Saved data entries
______________________________
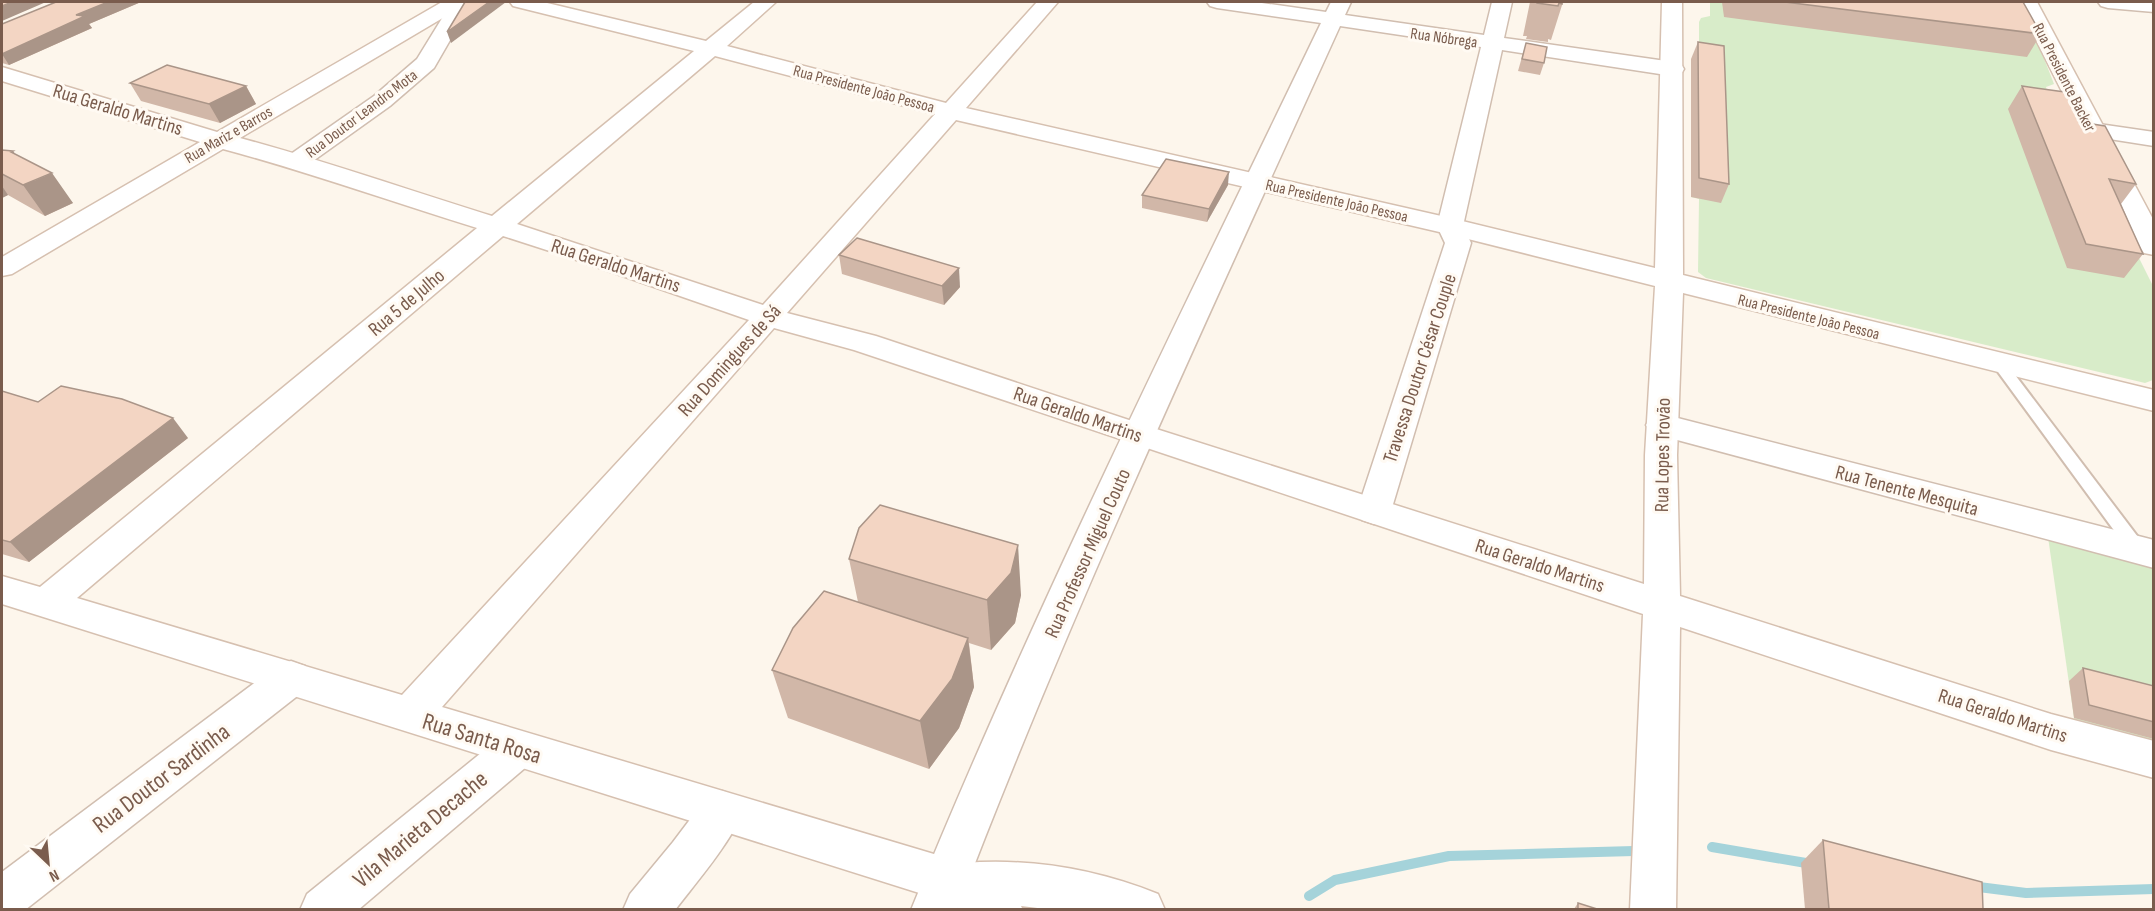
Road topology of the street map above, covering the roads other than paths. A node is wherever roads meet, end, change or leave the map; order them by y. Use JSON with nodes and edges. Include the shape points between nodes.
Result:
{"nodes":[{"id":1,"x":456,"y":2,"type":"edge"},
{"id":2,"x":462,"y":2,"type":"edge"},
{"id":3,"x":520,"y":2,"type":"edge"},
{"id":4,"x":766,"y":2,"type":"edge"},
{"id":5,"x":1048,"y":2,"type":"edge"},
{"id":6,"x":1216,"y":2,"type":"edge"},
{"id":7,"x":1502,"y":2,"type":"edge"},
{"id":8,"x":1672,"y":2,"type":"edge"},
{"id":9,"x":2027,"y":2,"type":"edge"},
{"id":10,"x":2108,"y":2,"type":"edge"},
{"id":11,"x":2154,"y":6,"type":"edge"},
{"id":12,"x":1336,"y":11,"type":"edge"},
{"id":13,"x":1491,"y":43,"type":"junction"},
{"id":14,"x":710,"y":48,"type":"junction"},
{"id":15,"x":1673,"y":69,"type":"junction"},
{"id":16,"x":2,"y":74,"type":"edge"},
{"id":17,"x":949,"y":111,"type":"junction"},
{"id":18,"x":2092,"y":130,"type":"junction"},
{"id":19,"x":2154,"y":139,"type":"edge"},
{"id":20,"x":219,"y":140,"type":"junction"},
{"id":21,"x":297,"y":161,"type":"junction"},
{"id":22,"x":1257,"y":181,"type":"junction"},
{"id":23,"x":1450,"y":226,"type":"junction"},
{"id":24,"x":496,"y":227,"type":"junction"},
{"id":25,"x":2154,"y":247,"type":"edge"},
{"id":26,"x":2,"y":268,"type":"edge"},
{"id":27,"x":1669,"y":281,"type":"junction"},
{"id":28,"x":768,"y":317,"type":"junction"},
{"id":29,"x":1998,"y":362,"type":"junction"},
{"id":30,"x":2154,"y":401,"type":"edge"},
{"id":31,"x":1662,"y":425,"type":"junction"},
{"id":32,"x":1139,"y":435,"type":"junction"},
{"id":33,"x":1374,"y":511,"type":"junction"},
{"id":34,"x":2146,"y":552,"type":"edge"},
{"id":35,"x":2,"y":590,"type":"edge"},
{"id":36,"x":46,"y":603,"type":"junction"},
{"id":37,"x":1662,"y":604,"type":"junction"},
{"id":38,"x":291,"y":678,"type":"junction"},
{"id":39,"x":408,"y":716,"type":"junction"},
{"id":40,"x":517,"y":749,"type":"junction"},
{"id":41,"x":2154,"y":760,"type":"edge"},
{"id":42,"x":722,"y":812,"type":"junction"},
{"id":43,"x":948,"y":891,"type":"edge"},
{"id":44,"x":2,"y":899,"type":"edge"},
{"id":45,"x":323,"y":909,"type":"edge"},
{"id":46,"x":646,"y":909,"type":"edge"},
{"id":47,"x":1000,"y":909,"type":"edge"},
{"id":48,"x":1142,"y":909,"type":"edge"},
{"id":49,"x":1653,"y":909,"type":"edge"}],
"edges":[{"from":1,"to":20,"type":"street","name":"Rua Mariz e Barros"},
{"from":2,"to":21,"type":"street","name":"Rua Doutor Leandro Mota","via":[[426,63],[382,101]]},
{"from":3,"to":14,"type":"street","name":"Rua Presidente João Pessoa"},
{"from":4,"to":14,"type":"street","name":"Rua 5 de Julho"},
{"from":5,"to":17,"type":"street","name":"Rua Domingues de Sá"},
{"from":6,"to":12,"type":"street","name":"Rua Nóbrega"},
{"from":7,"to":13,"type":"street"},
{"from":8,"to":15,"type":"street","name":"Rua Lopes Trovão"},
{"from":9,"to":18,"type":"street","name":"Rua Presidente Backer"},
{"from":10,"to":11,"type":"street"},
{"from":12,"to":13,"type":"street","name":"Rua Nóbrega"},
{"from":12,"to":22,"type":"street","name":"Rua Professor Miguel Couto"},
{"from":13,"to":15,"type":"street","name":"Rua Nóbrega"},
{"from":13,"to":23,"type":"street"},
{"from":14,"to":17,"type":"street","name":"Rua Presidente João Pessoa"},
{"from":14,"to":24,"type":"street","name":"Rua 5 de Julho"},
{"from":15,"to":27,"type":"street","name":"Rua Lopes Trovão"},
{"from":16,"to":20,"type":"street","name":"Rua Geraldo Martins"},
{"from":17,"to":22,"type":"street","name":"Rua Presidente João Pessoa"},
{"from":17,"to":28,"type":"street","name":"Rua Domingues de Sá"},
{"from":18,"to":19,"type":"street"},
{"from":18,"to":25,"type":"street","name":"Rua Presidente Backer"},
{"from":20,"to":21,"type":"street","name":"Rua Geraldo Martins"},
{"from":20,"to":26,"type":"street","name":"Rua Mariz e Barros"},
{"from":21,"to":24,"type":"street","name":"Rua Geraldo Martins"},
{"from":22,"to":23,"type":"street","name":"Rua Presidente João Pessoa"},
{"from":22,"to":32,"type":"street","name":"Rua Professor Miguel Couto"},
{"from":23,"to":27,"type":"street","name":"Rua Presidente João Pessoa"},
{"from":23,"to":33,"type":"street","name":"Travessa Doutor César Couple","via":[[1458,243]]},
{"from":24,"to":28,"type":"street","name":"Rua Geraldo Martins"},
{"from":24,"to":36,"type":"street","name":"Rua 5 de Julho"},
{"from":27,"to":29,"type":"street","name":"Rua Presidente João Pessoa"},
{"from":27,"to":31,"type":"street","name":"Rua Lopes Trovão"},
{"from":28,"to":32,"type":"street","name":"Rua Geraldo Martins","via":[[865,342]]},
{"from":28,"to":39,"type":"street","name":"Rua Domingues de Sá"},
{"from":29,"to":30,"type":"street","name":"Rua Presidente João Pessoa"},
{"from":29,"to":34,"type":"lane"},
{"from":31,"to":34,"type":"street","name":"Rua Tenente Mesquita"},
{"from":31,"to":37,"type":"street","name":"Rua Lopes Trovão"},
{"from":32,"to":33,"type":"street","name":"Rua Geraldo Martins"},
{"from":32,"to":43,"type":"street","name":"Rua Professor Miguel Couto","via":[[973,811]]},
{"from":33,"to":37,"type":"street","name":"Rua Geraldo Martins"},
{"from":35,"to":36,"type":"street","name":"Rua Santa Rosa"},
{"from":36,"to":38,"type":"street","name":"Rua Santa Rosa"},
{"from":37,"to":41,"type":"street","name":"Rua Geraldo Martins","via":[[2051,732]]},
{"from":37,"to":49,"type":"street","name":"Rua Lopes Trovão"},
{"from":38,"to":39,"type":"street","name":"Rua Santa Rosa"},
{"from":38,"to":44,"type":"street","name":"Rua Doutor Sardinha"},
{"from":39,"to":40,"type":"street","name":"Rua Santa Rosa"},
{"from":40,"to":42,"type":"street","name":"Rua Santa Rosa"},
{"from":40,"to":45,"type":"street","name":"Vila Marieta Decache"},
{"from":42,"to":43,"type":"street","name":"Rua Santa Rosa"},
{"from":42,"to":46,"type":"street"},
{"from":43,"to":47,"type":"street","name":"Rua Santa Rosa"},
{"from":43,"to":48,"type":"street","name":"Rua Santa Rosa","via":[[1004,882],[1064,888]]}]}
______________________________
**Exercise:** Exact copy, no pictures: write out all the records above.

**Problem solution:**
Road topology of the street map above, covering the roads other than paths. A node is wherever roads meet, end, change or leave the map; order them by y. Use JSON with nodes and edges. Include the shape points between nodes.
Result:
{"nodes":[{"id":1,"x":456,"y":2,"type":"edge"},
{"id":2,"x":462,"y":2,"type":"edge"},
{"id":3,"x":520,"y":2,"type":"edge"},
{"id":4,"x":766,"y":2,"type":"edge"},
{"id":5,"x":1048,"y":2,"type":"edge"},
{"id":6,"x":1216,"y":2,"type":"edge"},
{"id":7,"x":1502,"y":2,"type":"edge"},
{"id":8,"x":1672,"y":2,"type":"edge"},
{"id":9,"x":2027,"y":2,"type":"edge"},
{"id":10,"x":2108,"y":2,"type":"edge"},
{"id":11,"x":2154,"y":6,"type":"edge"},
{"id":12,"x":1336,"y":11,"type":"edge"},
{"id":13,"x":1491,"y":43,"type":"junction"},
{"id":14,"x":710,"y":48,"type":"junction"},
{"id":15,"x":1673,"y":69,"type":"junction"},
{"id":16,"x":2,"y":74,"type":"edge"},
{"id":17,"x":949,"y":111,"type":"junction"},
{"id":18,"x":2092,"y":130,"type":"junction"},
{"id":19,"x":2154,"y":139,"type":"edge"},
{"id":20,"x":219,"y":140,"type":"junction"},
{"id":21,"x":297,"y":161,"type":"junction"},
{"id":22,"x":1257,"y":181,"type":"junction"},
{"id":23,"x":1450,"y":226,"type":"junction"},
{"id":24,"x":496,"y":227,"type":"junction"},
{"id":25,"x":2154,"y":247,"type":"edge"},
{"id":26,"x":2,"y":268,"type":"edge"},
{"id":27,"x":1669,"y":281,"type":"junction"},
{"id":28,"x":768,"y":317,"type":"junction"},
{"id":29,"x":1998,"y":362,"type":"junction"},
{"id":30,"x":2154,"y":401,"type":"edge"},
{"id":31,"x":1662,"y":425,"type":"junction"},
{"id":32,"x":1139,"y":435,"type":"junction"},
{"id":33,"x":1374,"y":511,"type":"junction"},
{"id":34,"x":2146,"y":552,"type":"edge"},
{"id":35,"x":2,"y":590,"type":"edge"},
{"id":36,"x":46,"y":603,"type":"junction"},
{"id":37,"x":1662,"y":604,"type":"junction"},
{"id":38,"x":291,"y":678,"type":"junction"},
{"id":39,"x":408,"y":716,"type":"junction"},
{"id":40,"x":517,"y":749,"type":"junction"},
{"id":41,"x":2154,"y":760,"type":"edge"},
{"id":42,"x":722,"y":812,"type":"junction"},
{"id":43,"x":948,"y":891,"type":"edge"},
{"id":44,"x":2,"y":899,"type":"edge"},
{"id":45,"x":323,"y":909,"type":"edge"},
{"id":46,"x":646,"y":909,"type":"edge"},
{"id":47,"x":1000,"y":909,"type":"edge"},
{"id":48,"x":1142,"y":909,"type":"edge"},
{"id":49,"x":1653,"y":909,"type":"edge"}],
"edges":[{"from":1,"to":20,"type":"street","name":"Rua Mariz e Barros"},
{"from":2,"to":21,"type":"street","name":"Rua Doutor Leandro Mota","via":[[426,63],[382,101]]},
{"from":3,"to":14,"type":"street","name":"Rua Presidente João Pessoa"},
{"from":4,"to":14,"type":"street","name":"Rua 5 de Julho"},
{"from":5,"to":17,"type":"street","name":"Rua Domingues de Sá"},
{"from":6,"to":12,"type":"street","name":"Rua Nóbrega"},
{"from":7,"to":13,"type":"street"},
{"from":8,"to":15,"type":"street","name":"Rua Lopes Trovão"},
{"from":9,"to":18,"type":"street","name":"Rua Presidente Backer"},
{"from":10,"to":11,"type":"street"},
{"from":12,"to":13,"type":"street","name":"Rua Nóbrega"},
{"from":12,"to":22,"type":"street","name":"Rua Professor Miguel Couto"},
{"from":13,"to":15,"type":"street","name":"Rua Nóbrega"},
{"from":13,"to":23,"type":"street"},
{"from":14,"to":17,"type":"street","name":"Rua Presidente João Pessoa"},
{"from":14,"to":24,"type":"street","name":"Rua 5 de Julho"},
{"from":15,"to":27,"type":"street","name":"Rua Lopes Trovão"},
{"from":16,"to":20,"type":"street","name":"Rua Geraldo Martins"},
{"from":17,"to":22,"type":"street","name":"Rua Presidente João Pessoa"},
{"from":17,"to":28,"type":"street","name":"Rua Domingues de Sá"},
{"from":18,"to":19,"type":"street"},
{"from":18,"to":25,"type":"street","name":"Rua Presidente Backer"},
{"from":20,"to":21,"type":"street","name":"Rua Geraldo Martins"},
{"from":20,"to":26,"type":"street","name":"Rua Mariz e Barros"},
{"from":21,"to":24,"type":"street","name":"Rua Geraldo Martins"},
{"from":22,"to":23,"type":"street","name":"Rua Presidente João Pessoa"},
{"from":22,"to":32,"type":"street","name":"Rua Professor Miguel Couto"},
{"from":23,"to":27,"type":"street","name":"Rua Presidente João Pessoa"},
{"from":23,"to":33,"type":"street","name":"Travessa Doutor César Couple","via":[[1458,243]]},
{"from":24,"to":28,"type":"street","name":"Rua Geraldo Martins"},
{"from":24,"to":36,"type":"street","name":"Rua 5 de Julho"},
{"from":27,"to":29,"type":"street","name":"Rua Presidente João Pessoa"},
{"from":27,"to":31,"type":"street","name":"Rua Lopes Trovão"},
{"from":28,"to":32,"type":"street","name":"Rua Geraldo Martins","via":[[865,342]]},
{"from":28,"to":39,"type":"street","name":"Rua Domingues de Sá"},
{"from":29,"to":30,"type":"street","name":"Rua Presidente João Pessoa"},
{"from":29,"to":34,"type":"lane"},
{"from":31,"to":34,"type":"street","name":"Rua Tenente Mesquita"},
{"from":31,"to":37,"type":"street","name":"Rua Lopes Trovão"},
{"from":32,"to":33,"type":"street","name":"Rua Geraldo Martins"},
{"from":32,"to":43,"type":"street","name":"Rua Professor Miguel Couto","via":[[973,811]]},
{"from":33,"to":37,"type":"street","name":"Rua Geraldo Martins"},
{"from":35,"to":36,"type":"street","name":"Rua Santa Rosa"},
{"from":36,"to":38,"type":"street","name":"Rua Santa Rosa"},
{"from":37,"to":41,"type":"street","name":"Rua Geraldo Martins","via":[[2051,732]]},
{"from":37,"to":49,"type":"street","name":"Rua Lopes Trovão"},
{"from":38,"to":39,"type":"street","name":"Rua Santa Rosa"},
{"from":38,"to":44,"type":"street","name":"Rua Doutor Sardinha"},
{"from":39,"to":40,"type":"street","name":"Rua Santa Rosa"},
{"from":40,"to":42,"type":"street","name":"Rua Santa Rosa"},
{"from":40,"to":45,"type":"street","name":"Vila Marieta Decache"},
{"from":42,"to":43,"type":"street","name":"Rua Santa Rosa"},
{"from":42,"to":46,"type":"street"},
{"from":43,"to":47,"type":"street","name":"Rua Santa Rosa"},
{"from":43,"to":48,"type":"street","name":"Rua Santa Rosa","via":[[1004,882],[1064,888]]}]}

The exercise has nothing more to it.